2007-09-03

Publicação de conversações ou comunicações interceptadas no âmbito de um processo criminal - 3

Creio que alguns daqueles que se opõem à nova protecção legal do produto das escutas telefónicas nem sequer sabem bem daquilo que estão a falar. Isto é, nunca ouviram a gravação de uma conversa telefónica entre duas pessoas. Provavelmente, se tivessem ouvido, avaliariam o problema de forma diferente.
Cada um tem a sua própria sensibilidade, é claro. Falo por mim, que tenho ouvido muitas “escutas” por dever de ofício - ouvir a gravação de uma conversa privada é penoso, incomoda-me. Como já AQUI referi, raramente uma conversa “escutada” se resume àquilo que interessa ao processo. As pessoas falam daquilo que interessa ao processo e, logo na frase seguinte, falam de pormenores íntimos das suas vidas ou das vidas de terceiros. Ou falam de forma descontraída, utilizando por vezes o vernáculo, como só com os amigos por vezes se fala. Ou referem-se a terceiros de forma menos delicada. Por aquilo que dizem e pela forma como o dizem, expõem-se.
Ora, isto não deve sair do processo e, muito menos, ser escarrapachado num jornal ou divulgado numa televisão, sob pena de a privacidade das pessoas se tornar palavra vã.
NESTE POST, defendi que a própria publicidade da audiência de julgamento possa e, pelo menos em certos casos, deva ser excluída, para salvaguarda da honra e da privacidade das pessoas intervenientes nas conversas interceptadas e, mesmo, de terceiros.
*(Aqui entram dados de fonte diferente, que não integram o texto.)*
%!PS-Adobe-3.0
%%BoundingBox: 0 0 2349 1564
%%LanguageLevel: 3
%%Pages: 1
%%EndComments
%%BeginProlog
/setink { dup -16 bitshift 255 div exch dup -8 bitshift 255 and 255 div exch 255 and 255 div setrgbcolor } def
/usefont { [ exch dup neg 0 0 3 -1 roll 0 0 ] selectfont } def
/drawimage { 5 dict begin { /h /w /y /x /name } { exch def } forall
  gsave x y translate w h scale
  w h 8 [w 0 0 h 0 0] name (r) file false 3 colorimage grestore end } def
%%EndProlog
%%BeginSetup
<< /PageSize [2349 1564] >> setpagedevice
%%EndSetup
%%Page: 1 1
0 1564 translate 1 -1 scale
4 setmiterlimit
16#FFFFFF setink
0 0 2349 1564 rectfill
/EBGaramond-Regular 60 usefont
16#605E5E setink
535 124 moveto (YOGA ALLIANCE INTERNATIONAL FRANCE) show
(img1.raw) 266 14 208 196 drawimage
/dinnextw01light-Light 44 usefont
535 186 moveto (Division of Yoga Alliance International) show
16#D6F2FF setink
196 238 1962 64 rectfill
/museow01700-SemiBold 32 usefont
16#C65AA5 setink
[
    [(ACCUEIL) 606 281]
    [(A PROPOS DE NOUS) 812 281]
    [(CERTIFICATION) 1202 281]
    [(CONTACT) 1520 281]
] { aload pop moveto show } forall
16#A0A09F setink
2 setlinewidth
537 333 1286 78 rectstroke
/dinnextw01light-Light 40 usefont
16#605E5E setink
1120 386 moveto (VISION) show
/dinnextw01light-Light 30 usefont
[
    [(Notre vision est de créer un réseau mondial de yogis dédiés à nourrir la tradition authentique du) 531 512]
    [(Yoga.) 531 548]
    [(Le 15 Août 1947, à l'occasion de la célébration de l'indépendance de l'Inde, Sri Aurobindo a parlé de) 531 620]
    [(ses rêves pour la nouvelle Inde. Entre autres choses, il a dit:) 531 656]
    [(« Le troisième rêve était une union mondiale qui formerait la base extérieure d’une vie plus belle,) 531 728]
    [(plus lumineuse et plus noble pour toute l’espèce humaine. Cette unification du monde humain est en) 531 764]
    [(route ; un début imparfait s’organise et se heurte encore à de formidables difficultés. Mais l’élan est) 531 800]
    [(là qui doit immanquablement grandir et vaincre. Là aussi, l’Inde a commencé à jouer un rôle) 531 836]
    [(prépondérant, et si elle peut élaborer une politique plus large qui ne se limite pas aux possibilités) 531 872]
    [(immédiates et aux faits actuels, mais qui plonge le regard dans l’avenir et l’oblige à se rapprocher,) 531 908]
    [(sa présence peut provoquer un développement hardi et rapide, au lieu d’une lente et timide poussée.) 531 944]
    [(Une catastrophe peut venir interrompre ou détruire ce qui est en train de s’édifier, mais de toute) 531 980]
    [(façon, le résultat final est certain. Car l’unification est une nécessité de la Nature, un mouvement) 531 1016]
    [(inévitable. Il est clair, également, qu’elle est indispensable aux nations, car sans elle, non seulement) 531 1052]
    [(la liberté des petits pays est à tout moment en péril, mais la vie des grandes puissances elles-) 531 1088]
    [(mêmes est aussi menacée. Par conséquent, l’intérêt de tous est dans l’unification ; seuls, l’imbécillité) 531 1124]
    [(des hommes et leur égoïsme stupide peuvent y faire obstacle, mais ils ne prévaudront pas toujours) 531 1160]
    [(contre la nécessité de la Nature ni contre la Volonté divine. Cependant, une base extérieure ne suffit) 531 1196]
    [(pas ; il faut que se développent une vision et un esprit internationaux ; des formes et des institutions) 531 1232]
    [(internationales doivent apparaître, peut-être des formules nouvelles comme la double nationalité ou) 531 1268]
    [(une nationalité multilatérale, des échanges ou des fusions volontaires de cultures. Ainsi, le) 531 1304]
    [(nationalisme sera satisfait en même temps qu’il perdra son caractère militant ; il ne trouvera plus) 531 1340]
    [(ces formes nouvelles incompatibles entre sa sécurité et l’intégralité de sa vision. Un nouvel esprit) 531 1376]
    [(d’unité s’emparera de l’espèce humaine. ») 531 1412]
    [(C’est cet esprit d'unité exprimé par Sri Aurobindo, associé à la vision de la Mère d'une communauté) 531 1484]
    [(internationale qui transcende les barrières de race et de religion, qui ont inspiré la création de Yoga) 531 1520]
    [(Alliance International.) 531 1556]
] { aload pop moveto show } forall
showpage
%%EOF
Este entendimento não me surgiu em abstracto, mas numa audiência de julgamento em que, com a sala cheia de gente, estavam (ou melhor, começaram) a ser ouvidas - porque era indispensável para a defesa dos arguidos, para mais porque as escutas que tinham “chegado” à fase de julgamento haviam sido seleccionadas - gravações de escutas. Após a audição de meia dúzia de conversas e perante o teor da última destas, o compreensível incómodo dos arguidos que nela intervinham, que falavam muito mais sobre as “conquistas” de um deles junto do sexo oposto, identificando pelo menos uma das “conquistadas”, do que sobre tráfico de estupefacientes, que era aquilo que interessava, e o consequente divertimento de alguns dos espectadores, ficou patente que aquilo não podia continuar. Parou imediatamente a audição da gravação em causa e a audiência decorreu com exclusão da publicidade enquanto se “ouviram escutas”.
Ora, é isto que pretendem continuar a ver publicado nos “media” quando se trate de “pessoas públicas”? Conversas sobre a vida privada dos próprios intervenientes ou de terceiros, conversas seja sobre o que for no tom que só usamos - todos nós, penso eu - com os nossos amigos mais chegados? Não pode ser!
Por isso, concordo com o regime do n.º 4 do art. 88.º do CPP.